Today I’m concluding my interview with visual artist Beverly Key (beverlykeymakesart@yahoo.com).
LeAnne: What is your favorite form or method of painting or creating art and why?
Beverly: Recently I’ve begun to do large abstract oils. In addition, for many years now I have been painting large abstract landscapes on paper with watercolor, where I pour paint through paper filters using dried beans and peas and string for design elements. I enjoy it because it is a wonderful mix of spontaneity and control. You can sort of set up a design with the papers and textures but then you pour and you have no idea how it will turn out when you take off the filters.

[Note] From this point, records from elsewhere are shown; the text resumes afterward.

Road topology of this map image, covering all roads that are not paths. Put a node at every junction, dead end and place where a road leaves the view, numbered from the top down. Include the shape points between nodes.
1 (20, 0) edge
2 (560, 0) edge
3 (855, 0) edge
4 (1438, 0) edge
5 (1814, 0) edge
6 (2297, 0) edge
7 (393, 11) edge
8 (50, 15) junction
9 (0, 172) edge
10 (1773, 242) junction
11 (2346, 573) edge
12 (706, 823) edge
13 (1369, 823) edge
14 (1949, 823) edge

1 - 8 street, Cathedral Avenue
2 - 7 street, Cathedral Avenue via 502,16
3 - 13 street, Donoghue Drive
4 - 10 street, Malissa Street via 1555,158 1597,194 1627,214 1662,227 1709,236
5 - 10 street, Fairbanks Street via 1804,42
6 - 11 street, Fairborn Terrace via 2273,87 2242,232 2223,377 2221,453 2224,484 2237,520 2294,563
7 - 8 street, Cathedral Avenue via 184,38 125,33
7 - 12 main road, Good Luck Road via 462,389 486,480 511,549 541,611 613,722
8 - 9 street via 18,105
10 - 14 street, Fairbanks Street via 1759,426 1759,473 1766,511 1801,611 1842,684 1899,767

It is like opening a present to see what happens as a result of the paint filtering through the paper. Originally, when I first began to do them it was a way to loosen up and move toward abstraction.

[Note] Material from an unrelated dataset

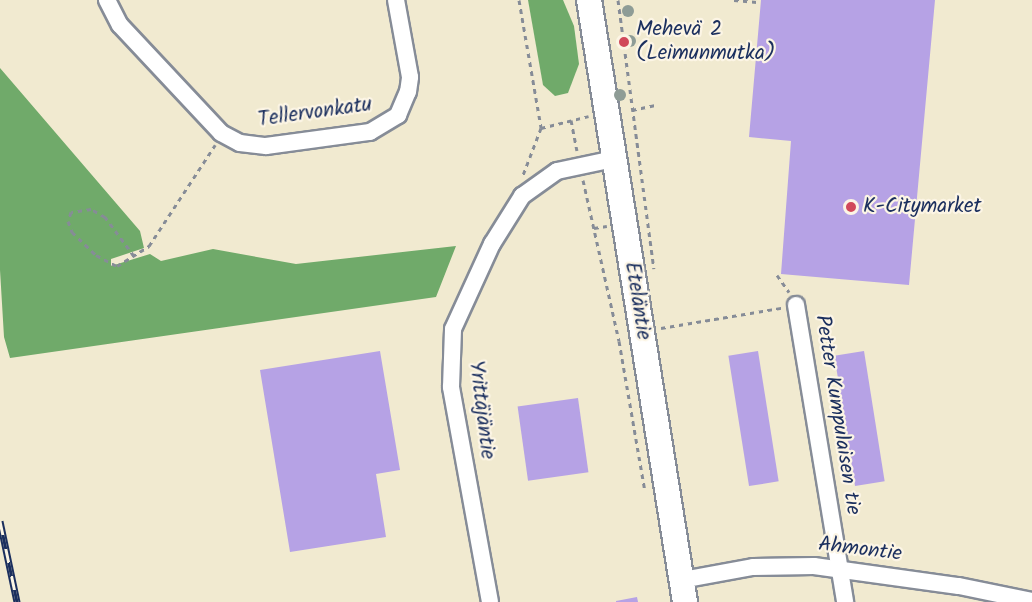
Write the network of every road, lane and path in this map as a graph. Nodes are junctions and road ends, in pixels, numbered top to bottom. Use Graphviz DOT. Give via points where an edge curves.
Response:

I also do collage. I collect bits of found paper all the time. When I walk I am always searching the ground for interesting discarded paper, etc. Again, when I started doing collage work it was an effort to move toward abstraction and have a more direct way of getting at the piece I wanted to create. I love working with bits of papers and forming sort of a stream of consciousness piece of art.

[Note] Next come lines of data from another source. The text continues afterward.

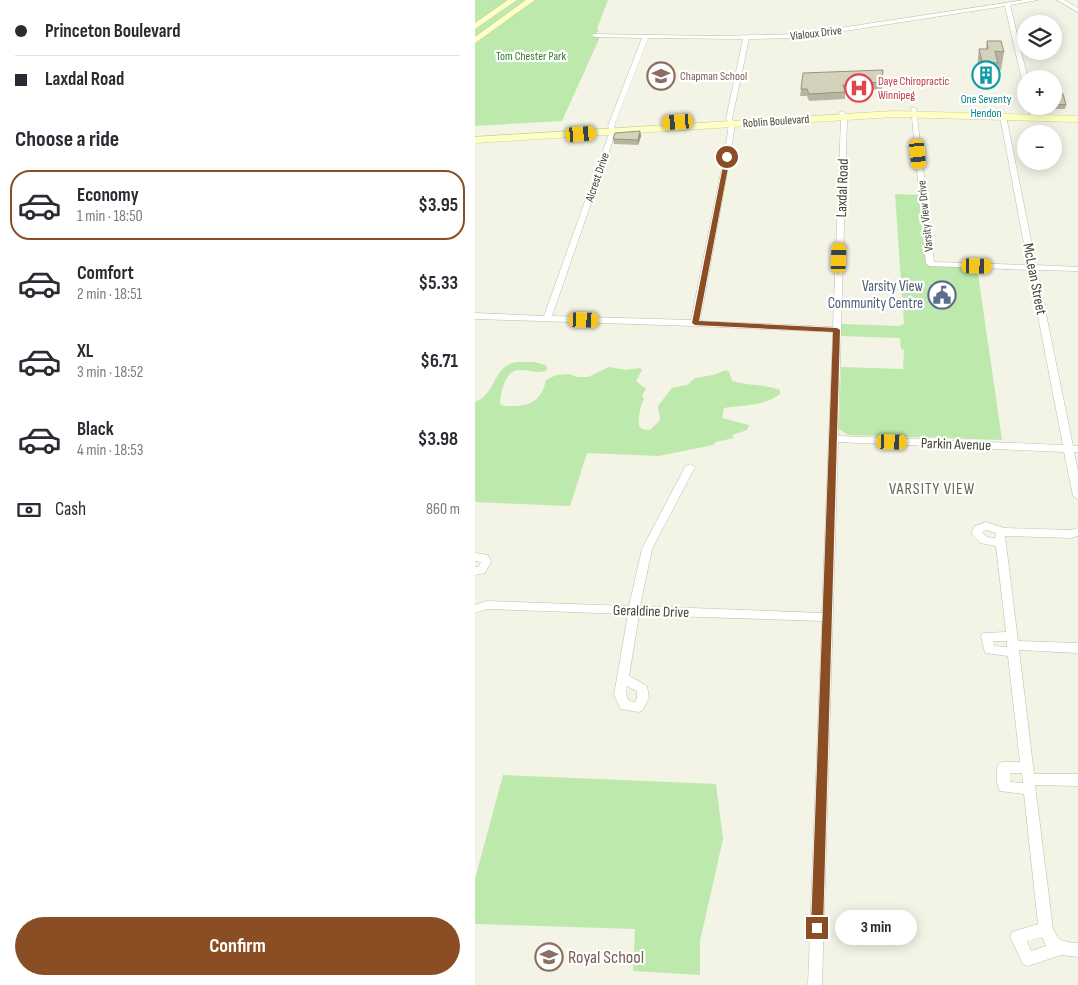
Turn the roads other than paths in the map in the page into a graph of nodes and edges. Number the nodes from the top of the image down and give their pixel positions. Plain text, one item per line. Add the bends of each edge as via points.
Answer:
1 (513, 0) edge
2 (531, 0) edge
3 (1035, 0) edge
4 (1061, 0) edge
5 (1007, 4) junction
6 (1078, 10) edge
7 (475, 27) edge
8 (595, 35) dead end
9 (645, 36) junction
10 (747, 38) junction
11 (475, 42) edge
12 (1023, 70) edge
13 (914, 111) junction
14 (1017, 112) edge
15 (1001, 113) junction
16 (1062, 113) edge
17 (1078, 113) edge
18 (843, 114) junction
19 (1052, 115) edge
20 (1078, 119) edge
21 (731, 121) junction
22 (612, 129) junction
23 (476, 135) edge
24 (1032, 267) junction
25 (1078, 269) edge
26 (475, 316) edge
27 (547, 319) junction
28 (695, 323) junction
29 (837, 330) junction
30 (833, 439) junction
31 (1073, 449) edge
32 (690, 467) dead end
33 (1078, 496) edge
34 (1078, 532) edge
35 (475, 557) edge
36 (475, 572) edge
37 (475, 610) edge
38 (634, 610) junction
39 (827, 618) junction
40 (1014, 645) junction
41 (1078, 648) edge
42 (623, 678) dead end
43 (1028, 779) junction
44 (1078, 780) edge
45 (1045, 929) junction
46 (1059, 949) junction
47 (1078, 950) edge
48 (815, 985) edge

1 - 7 main road
2 - 11 main road
3 - 5 street, Vialoux Drive
4 - 6 street
5 - 10 street, Vialoux Drive via 824,33
5 - 12 street
8 - 9 street, Vialoux Drive
9 - 10 street, Vialoux Drive
9 - 22 street, Alcrest Drive
10 - 21 street
13 - 15 main road, Roblin Boulevard
13 - 18 main road, Roblin Boulevard
13 - 24 street, Varsity View Drive via 930,264
14 - 15 main road, Roblin Boulevard
15 - 24 street, McLean Street
16 - 17 main road, Roblin Boulevard
18 - 21 main road, Roblin Boulevard
18 - 29 street, Laxdal Road
19 - 20 main road, Roblin Boulevard
21 - 22 main road, Roblin Boulevard
21 - 28 street
22 - 23 main road, Roblin Boulevard
22 - 27 street, Alcrest Drive
24 - 25 street
24 - 31 street, McLean Street
26 - 27 street
27 - 28 street
28 - 29 street
29 - 30 street, Laxdal Road
30 - 31 street, Parkin Avenue
30 - 39 street, Laxdal Road
31 - 33 street, McLean Street
32 - 38 street via 647,549
34 - 40 street via 1003,537
35 - 36 street via 484,558 486,562 481,570
37 - 38 street, Geraldine Drive via 487,605
38 - 39 street, Geraldine Drive
38 - 42 street
39 - 48 street, Laxdal Road
40 - 41 street
40 - 43 street
43 - 44 street
43 - 45 street
45 - 46 street via 1049,941
45 - 46 street via 1017,937 1028,959
46 - 47 street

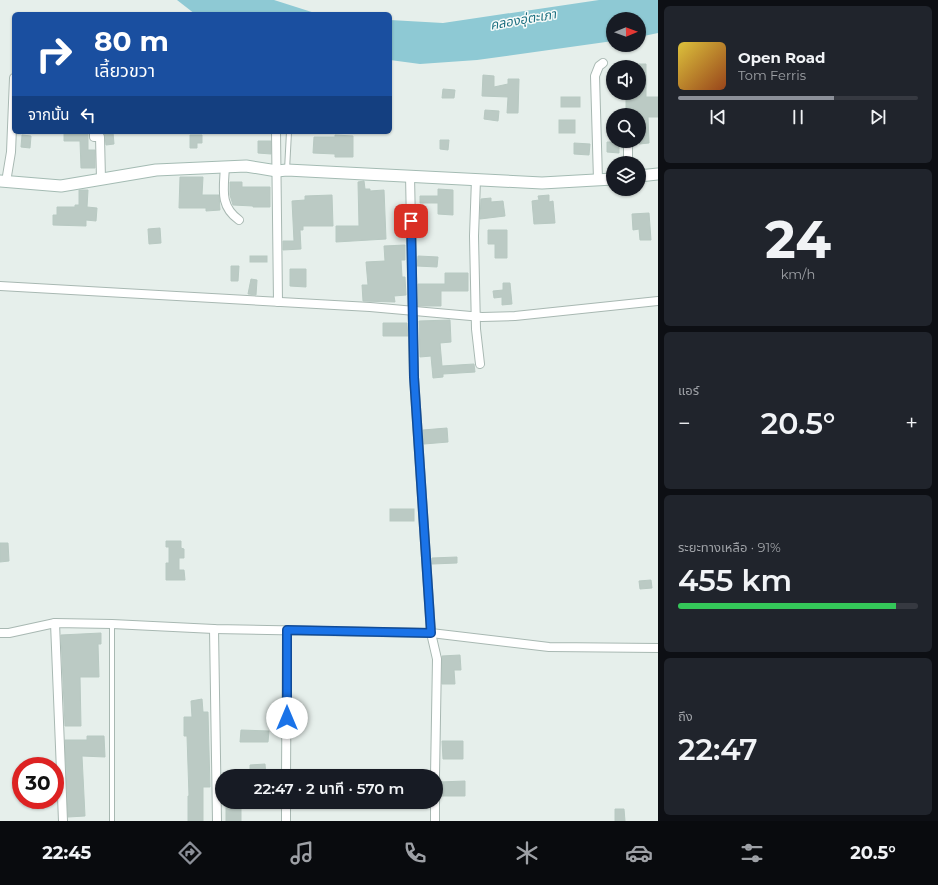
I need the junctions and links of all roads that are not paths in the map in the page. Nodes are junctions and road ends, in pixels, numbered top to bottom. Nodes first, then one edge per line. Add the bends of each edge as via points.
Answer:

LM: Some of your work very boldly proclaims your faith. Have you found resistance to that by nonChristians?
BK: I have never encountered resistance to my subject matter. In fact, it is everything to me that the people who live with these paintings love them and continue to gain energy from them day by day. I am saved by beauty in my own life. When I am discouraged and feel a lack of hope for the future, beauty, whether it is being outdoors, seeing a color or a bird, is such an encouragement to me. That is what I hope my work does for others. I guess you could say I am an evangelist for Beauty. After all, God created all this for us to enjoy. He must have thought it was important. “And God saw that it was good.”
LM: What would you say to encourage young artists who want to blend their art and their faith?
BK: I would say “trust yourself.” You are the only person who will see the world the way you see it. Take confidence in that and draw from your own experiences. Keep working some every day. Most work gets recognized because the artist just kept at it.